Create a clusterΒΆ

A cluster is a configuration where several servers are used to serve the application in production.

Creating a cluster implies to separate the database and the application to make sure that the data is the same on all servers.

One possibility is to have the same database for all servers (integration, production). A single schema for static data is shared, whereas a dedicated main schema will be used for each server.

Deploying data from integration to production may be done by cloning the main integration schema.

For the next steps, it is important to know if your main goal is the scalability or the robustness of the application.

In general, scalability is more important, because the main cause of down time is too much traffic.

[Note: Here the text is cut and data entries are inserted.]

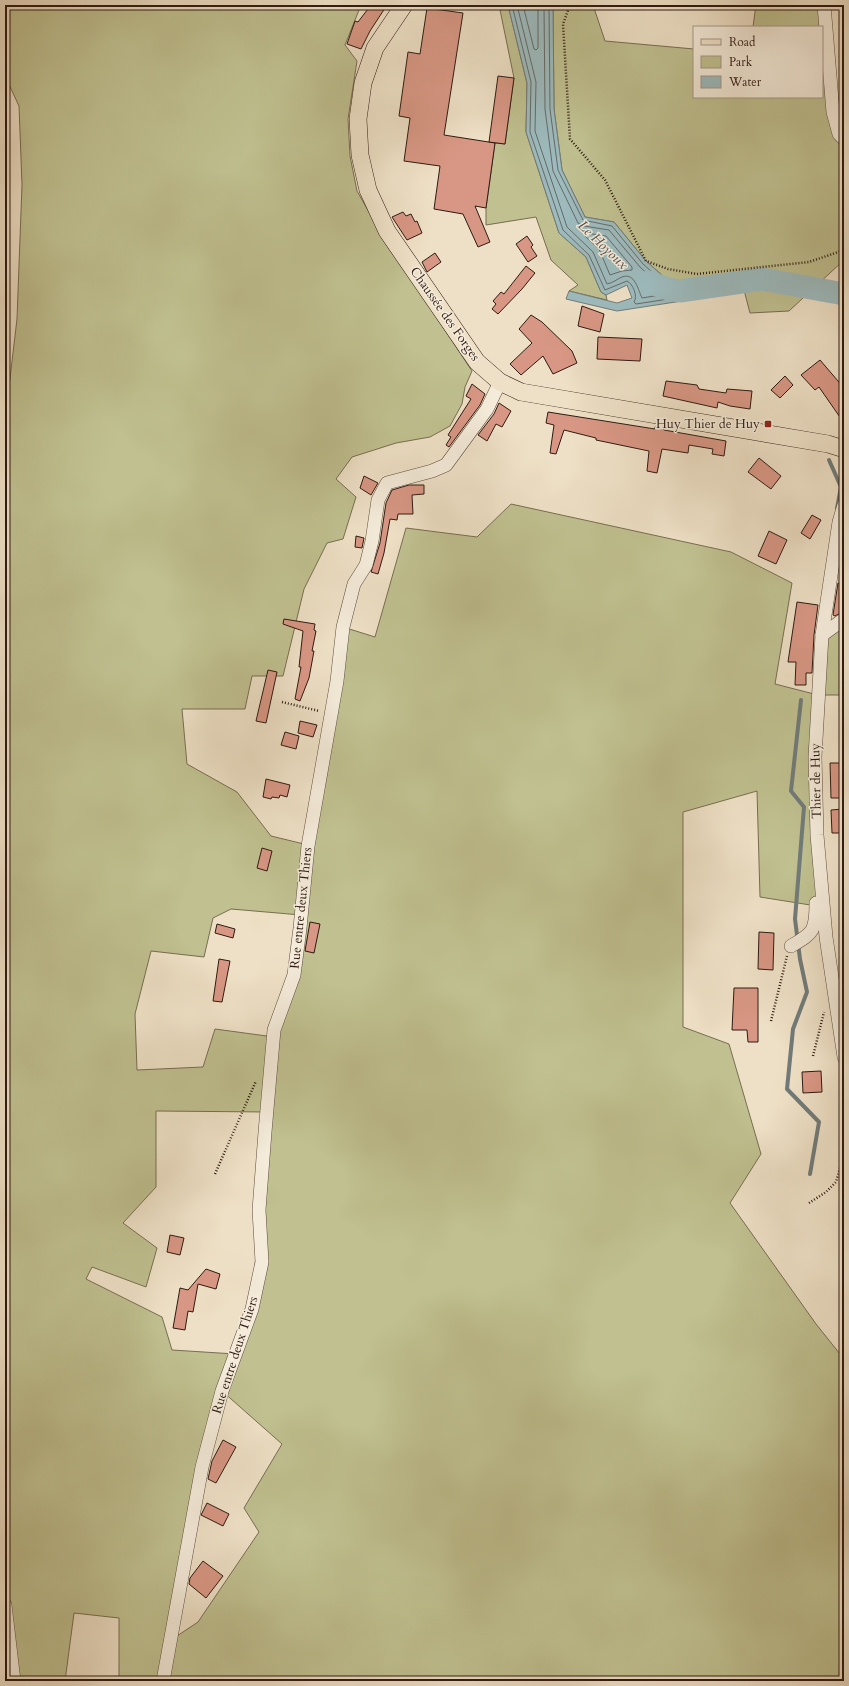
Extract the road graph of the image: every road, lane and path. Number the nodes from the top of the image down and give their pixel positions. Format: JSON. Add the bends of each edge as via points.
{"nodes":[{"id":1,"x":404,"y":5,"type":"edge"},
{"id":2,"x":570,"y":5,"type":"edge"},
{"id":3,"x":824,"y":5,"type":"edge"},
{"id":4,"x":844,"y":139,"type":"edge"},
{"id":5,"x":844,"y":250,"type":"edge"},
{"id":6,"x":500,"y":382,"type":"junction"},
{"id":7,"x":844,"y":449,"type":"edge"},
{"id":8,"x":844,"y":505,"type":"edge"},
{"id":9,"x":844,"y":619,"type":"edge"},
{"id":10,"x":822,"y":635,"type":"junction"},
{"id":11,"x":282,"y":702,"type":"dead end"},
{"id":12,"x":331,"y":714,"type":"junction"},
{"id":13,"x":820,"y":866,"type":"junction"},
{"id":14,"x":791,"y":946,"type":"joint"},
{"id":15,"x":834,"y":987,"type":"junction"},
{"id":16,"x":771,"y":1021,"type":"dead end"},
{"id":17,"x":812,"y":1056,"type":"dead end"},
{"id":18,"x":844,"y":1057,"type":"edge"},
{"id":19,"x":258,"y":1078,"type":"dead end"},
{"id":20,"x":844,"y":1096,"type":"edge"},
{"id":21,"x":844,"y":1105,"type":"edge"},
{"id":22,"x":844,"y":1154,"type":"edge"},
{"id":23,"x":215,"y":1174,"type":"dead end"},
{"id":24,"x":809,"y":1203,"type":"dead end"},
{"id":25,"x":5,"y":1605,"type":"edge"},
{"id":26,"x":14,"y":1681,"type":"edge"},
{"id":27,"x":162,"y":1681,"type":"edge"}],
"edges":[{"from":1,"to":6,"type":"main road","name":"Chaussée des Forges","via":[[375,48],[363,83],[358,119],[360,155],[368,190],[387,231],[477,362]]},
{"from":2,"to":5,"type":"path","via":[[562,24],[570,139],[605,180],[646,261],[668,269],[697,274],[809,262]]},
{"from":3,"to":4,"type":"street","via":[[833,112],[839,134]]},
{"from":6,"to":7,"type":"main road","name":"Chaussée des Forges","via":[[521,392],[828,444]]},
{"from":6,"to":12,"type":"street","name":"Rue entre deux Thiers","via":[[468,438],[446,465],[432,472],[387,483],[378,500],[366,564],[354,584],[343,627]]},
{"from":8,"to":10,"type":"street","name":"Thier de Huy","via":[[839,522]]},
{"from":9,"to":10,"type":"street"},
{"from":10,"to":13,"type":"street","name":"Thier de Huy","via":[[815,757]]},
{"from":11,"to":12,"type":"path"},
{"from":12,"to":27,"type":"street","name":"Rue entre deux Thiers","via":[[308,846],[294,976],[274,1030],[260,1210],[262,1262],[252,1309],[222,1391],[202,1467]]},
{"from":13,"to":14,"type":"street","via":[[816,880],[816,919],[810,935]]},
{"from":13,"to":15,"type":"street","name":"Thier de Huy","via":[[826,937]]},
{"from":14,"to":16,"type":"path","via":[[785,959]]},
{"from":15,"to":17,"type":"path","via":[[830,990]]},
{"from":15,"to":18,"type":"street","name":"Thier de Huy"},
{"from":19,"to":23,"type":"path"},
{"from":20,"to":21,"type":"path"},
{"from":22,"to":24,"type":"path","via":[[836,1182]]},
{"from":25,"to":26,"type":"street"}]}
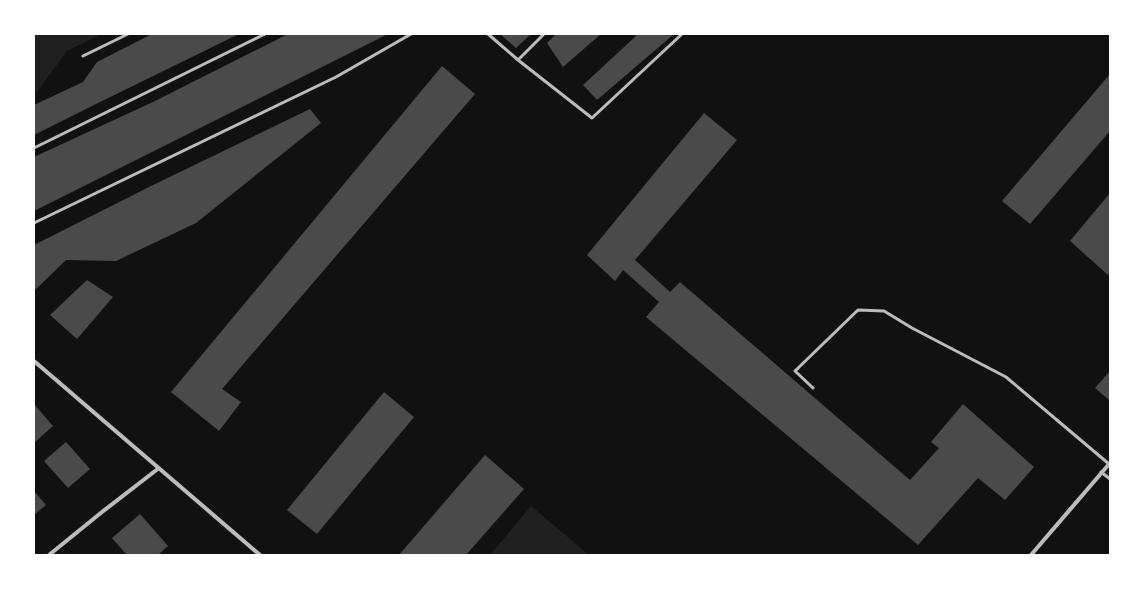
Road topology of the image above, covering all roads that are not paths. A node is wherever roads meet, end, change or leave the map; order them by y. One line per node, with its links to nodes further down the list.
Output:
1 (128, 34): 7 (lane)
2 (265, 34): 9 (lane)
3 (411, 34): 10 (lane)
4 (488, 34): 8 (lane)
5 (544, 34): 8 (lane)
6 (682, 34): 8 (lane)
7 (82, 56)
8 (518, 60)
9 (34, 148)
10 (34, 223)
11 (34, 361): 14 (street)
12 (813, 388): 13 (lane)
13 (1109, 463): 15 (street)
14 (159, 468): 17 (street); 18 (street)
15 (1102, 472): 16 (lane); 19 (street)
16 (1110, 479)
17 (49, 555)
18 (260, 555)
19 (1031, 555)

In this case, the first thing to do is to separate the services:

  • PostgreSQL / PostGIS
  • Print
  • WSGI application
  • MapServer / MapCache / Memcached

To have better DB performance, one can setup multiple Postgres servers in a master/slave configuration. To enable this feature on GeoMapFish, you must add this to your vars_<project>.yaml:

dbhost_slave: my_db_slave_hostname

Then, all the GET and OPTIONS requests will use one of the slave Postgres instances and the rest will use the master instance. It is assumed, here, that the views handling the GET and OPTIONS queries do not cause write operations to the database (not supported by slave instances). If it is not the case in your application (bad practice), add entries to db_chooser/master in your vars_<project>.yaml. For forcing the use of a slave for a POST/PUT/DELETE, add entries to the db_chooser/slave configuration.

To have more than one slave instance and to have an automatic election of a new master in case of failure, you must setup a high availability proxy (HAProxy, for example). This is out of the scope of this document. If you do not care about failover, you can use one DNS entry with multiple IP entries for the slaves.